# Pacific Ale Question



## milob40 (14/10/11)

i'm gonna have a crack at a pacific ale (stone and wood)
what ibu should i be aiming for, around 25 maybe?
30, 15, and 5 min editions of galaxy
will use perle ale malt with some wheat


----------



## MarkBastard (14/10/11)

I reckon the real one is probably low 20's. I'd be aiming for 30 personally but that's just how I roll


----------



## milob40 (14/10/11)

Mark^Bastard said:


> I reckon the real one is probably low 20's. I'd be aiming for 30 personally but that's just how I roll


thanks bloke, do you think the edition timing is ok? it will be a chill brew.


----------



## MarkBastard (14/10/11)

Yeah I don't see anything wrong with that. Dry hop in the fermenter as well though.


----------



## ashley_leask (14/10/11)

milob40 said:


> i'm gonna have a crack at a pacific ale (stone and wood)
> what ibu should i be aiming for, around 25 maybe?
> 30, 15, and 5 min editions of galaxy
> will use perle ale malt with some wheat



I'm not sure about the 30m addition, unless it's tiny you'll get a lot of IBUs out of it, relative to a target of 25 or so, and if it _is _small, it probably won't contribute a lot of flavour. I'd do 15,10,5 and dry hop if it was me, but I've never tried to make this before myself.


----------



## loikar (14/10/11)

You're looking at IBU's of about 20 -22.
This beer is all bout flavor and aroma.

give it a decent flame out and dry hop the shit out of it.


----------



## argon (14/10/11)

I'd keep the 30 (even just put a gram or 2 in at the start of the boil) to encourage some break material to form in the boil.
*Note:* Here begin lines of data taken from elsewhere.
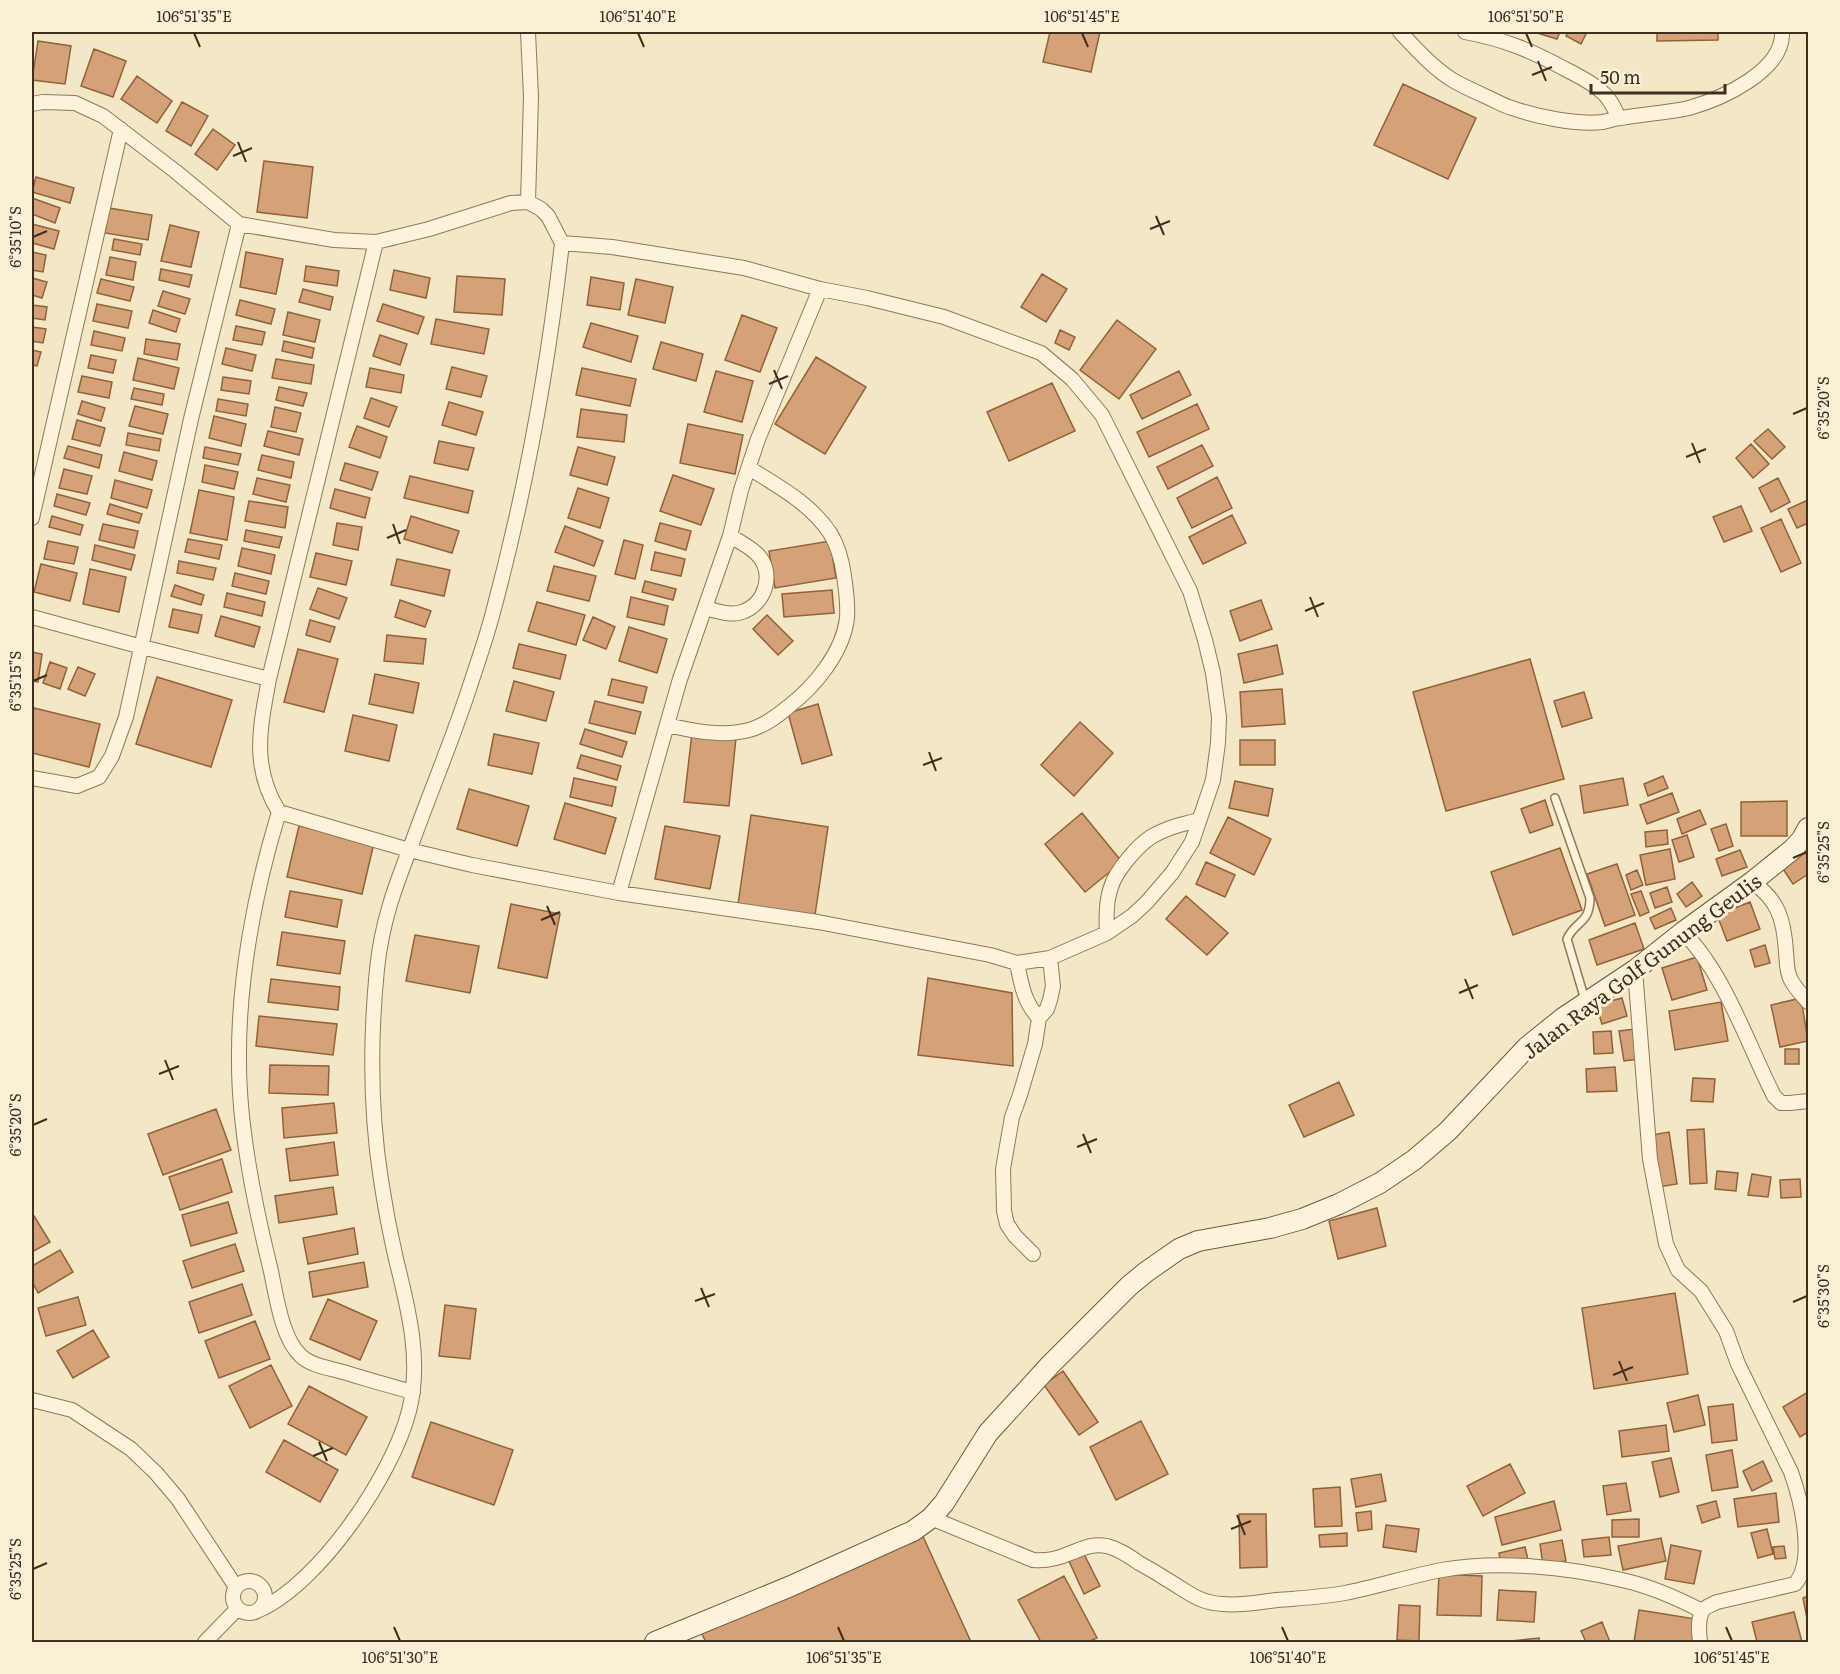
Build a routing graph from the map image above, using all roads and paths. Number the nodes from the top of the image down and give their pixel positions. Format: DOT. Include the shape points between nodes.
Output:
graph roads {
  1 [pos="528,32"];
  2 [pos="1405,32"];
  3 [pos="1465,32"];
  4 [pos="1782,32"];
  5 [pos="32,104"];
  6 [pos="1619,118"];
  7 [pos="121,129"];
  8 [pos="528,202"];
  9 [pos="238,224"];
  10 [pos="376,242"];
  11 [pos="562,243"];
  12 [pos="820,289"];
  13 [pos="749,468"];
  14 [pos="32,518"];
  15 [pos="730,536"];
  16 [pos="705,608"];
  17 [pos="32,617"];
  18 [pos="142,647"];
  19 [pos="269,679"];
  20 [pos="667,725"];
  21 [pos="32,778"];
  22 [pos="1554,798"];
  23 [pos="279,812"];
  24 [pos="1199,820"];
  25 [pos="1809,828"];
  26 [pos="409,850"];
  27 [pos="1752,882"];
  28 [pos="619,893"];
  29 [pos="1683,932"];
  30 [pos="1107,933"];
  31 [pos="1050,958"];
  32 [pos="1017,963"];
  33 [pos="1635,970"];
  34 [pos="1809,1002"];
  35 [pos="1586,1003"];
  36 [pos="1039,1018"];
  37 [pos="1809,1101"];
  38 [pos="1033,1254"];
  39 [pos="413,1392"];
  40 [pos="32,1400"];
  41 [pos="931,1518"];
  42 [pos="1806,1574"];
  43 [pos="236,1587"];
  44 [pos="237,1609"];
  45 [pos="259,1610"];
  46 [pos="1702,1611"];
  47 [pos="665,1641"];
  48 [pos="205,1642"];
  49 [pos="1700,1642"];
  1 -- 8 [label="street"];
  2 -- 6 [label="street" via="1426,59 1453,80 1512,108 1575,122"];
  3 -- 6 [label="street" via="1507,41 1576,75 1602,91"];
  4 -- 6 [label="street" via="1778,52 1745,83 1690,107"];
  5 -- 7 [label="street" via="75,103"];
  7 -- 9 [label="street"];
  7 -- 14 [label="street"];
  8 -- 10 [label="street" via="511,203"];
  8 -- 11 [label="street" via="548,216"];
  9 -- 10 [label="street" via="334,240"];
  9 -- 18 [label="street"];
  10 -- 19 [label="street"];
  11 -- 12 [label="street" via="744,268"];
  11 -- 26 [label="street" via="544,378 497,598 462,710"];
  12 -- 13 [label="street"];
  12 -- 24 [label="street" via="944,317 1041,353 1072,379 1102,415 1190,591 1214,673 1218,742 1213,780"];
  13 -- 15 [label="street"];
  13 -- 20 [label="street" via="794,497 830,533 840,554 846,586 847,618 840,643 826,668 798,700 771,721 748,730 719,733"];
  15 -- 16 [label="street"];
  15 -- 16 [label="street" via="758,555 767,569 763,596 741,612"];
  16 -- 20 [label="street"];
  17 -- 18 [label="street"];
  18 -- 19 [label="street"];
  18 -- 21 [label="street" via="126,717 112,756 99,777 77,786"];
  19 -- 23 [label="street" via="259,747 266,789"];
  20 -- 28 [label="street"];
  22 -- 35 [label="lane" via="1590,898 1590,911 1567,939"];
  23 -- 26 [label="street"];
  23 -- 39 [label="street" via="259,885 250,938 239,1061 244,1138 266,1251 282,1320 300,1356 312,1363"];
  24 -- 30 [label="street" via="1192,842 1172,873 1132,916"];
  24 -- 30 [label="street" via="1150,837 1133,853 1111,886"];
  25 -- 27 [label="main road, Jalan Raya Golf Gunung Geulis" via="1793,849"];
  26 -- 28 [label="street"];
  26 -- 39 [label="street" via="381,934 371,1053 380,1180 414,1349"];
  27 -- 29 [label="main road, Jalan Raya Golf Gunung Geulis"];
  27 -- 34 [label="street" via="1764,890 1782,916 1787,970"];
  28 -- 32 [label="street" via="818,922"];
  29 -- 33 [label="main road, Jalan Raya Golf Gunung Geulis"];
  29 -- 37 [label="street" via="1712,969 1774,1096 1780,1102"];
  30 -- 31 [label="street"];
  31 -- 32 [label="street"];
  31 -- 36 [label="street" via="1053,986 1047,1009"];
  32 -- 36 [label="street" via="1028,1005"];
  33 -- 35 [label="main road, Jalan Raya Golf Gunung Geulis"];
  33 -- 42 [label="street" via="1650,1159 1666,1244 1678,1270 1701,1290 1726,1331 1791,1472 1805,1535"];
  35 -- 41 [label="main road, Jalan Raya Golf Gunung Geulis" via="1527,1047 1448,1131 1380,1183 1302,1218 1188,1245 1146,1272 1050,1365 988,1433"];
  36 -- 38 [label="street" via="1012,1117 1003,1170 1007,1224"];
  39 -- 45 [label="street" via="394,1451 350,1526 300,1583"];
  40 -- 43 [label="street" via="72,1410 131,1449 178,1499"];
  41 -- 46 [label="street" via="1033,1560 1055,1558 1092,1545 1107,1546 1192,1597 1224,1605 1344,1593 1440,1570 1497,1566 1574,1571 1623,1580"];
  41 -- 47 [label="main road, Jalan Raya Golf Gunung Geulis" via="913,1531"];
  42 -- 46 [label="street" via="1795,1584 1717,1602"];
  43 -- 44 [label="street" via="233,1594"];
  43 -- 45 [label="street" via="250,1581 257,1583 265,1596"];
  44 -- 45 [label="street" via="252,1613"];
  44 -- 48 [label="street"];
  46 -- 49 [label="street"];
}
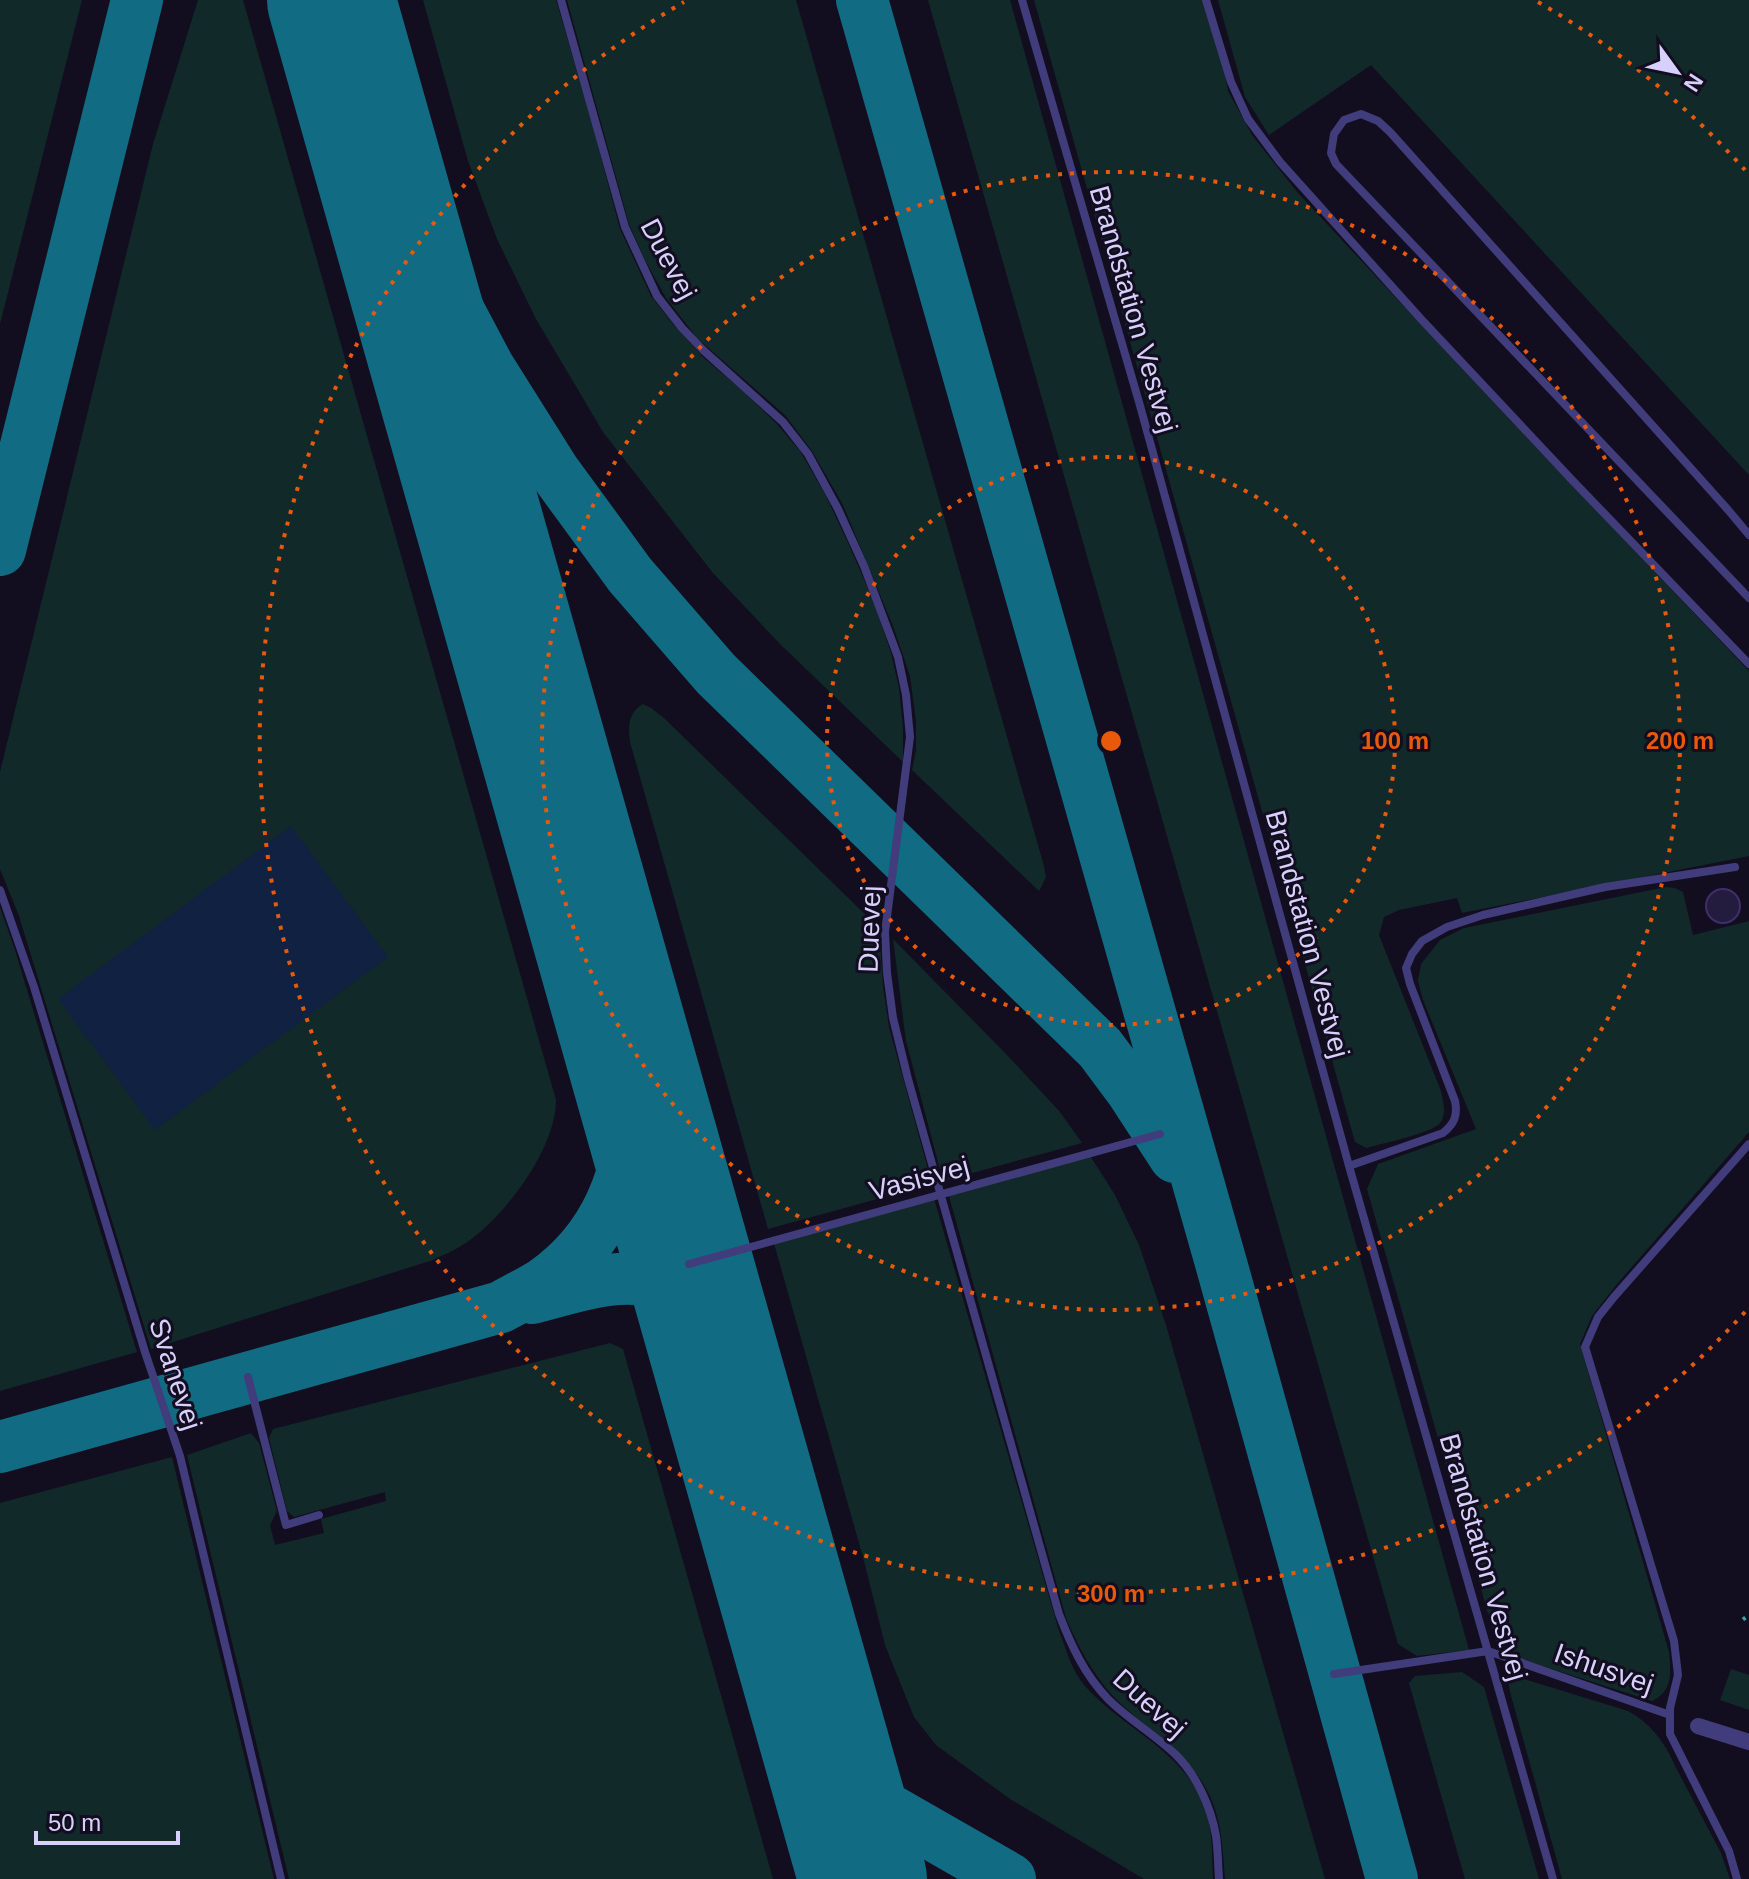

Low to mid 20s would be ok... but i'm like M^B i'd go 30... probably as my palate is used to 50+ most of the time


----------



## MarkBastard (14/10/11)

Dunno if this is the best way to explain it, but I find if a beer has heaps of late hops and is only 20IBU it tastes sort of watery, unless it's highly carbed.

I'd rather normal ale carbonation and higher IBU.

Again just my opinion.


----------



## milob40 (15/10/11)

i compromised,,, 25 min 10 min 5 min and hop tea into fv. (only just had enough galaxy so this is the reason i tweeked it.


----------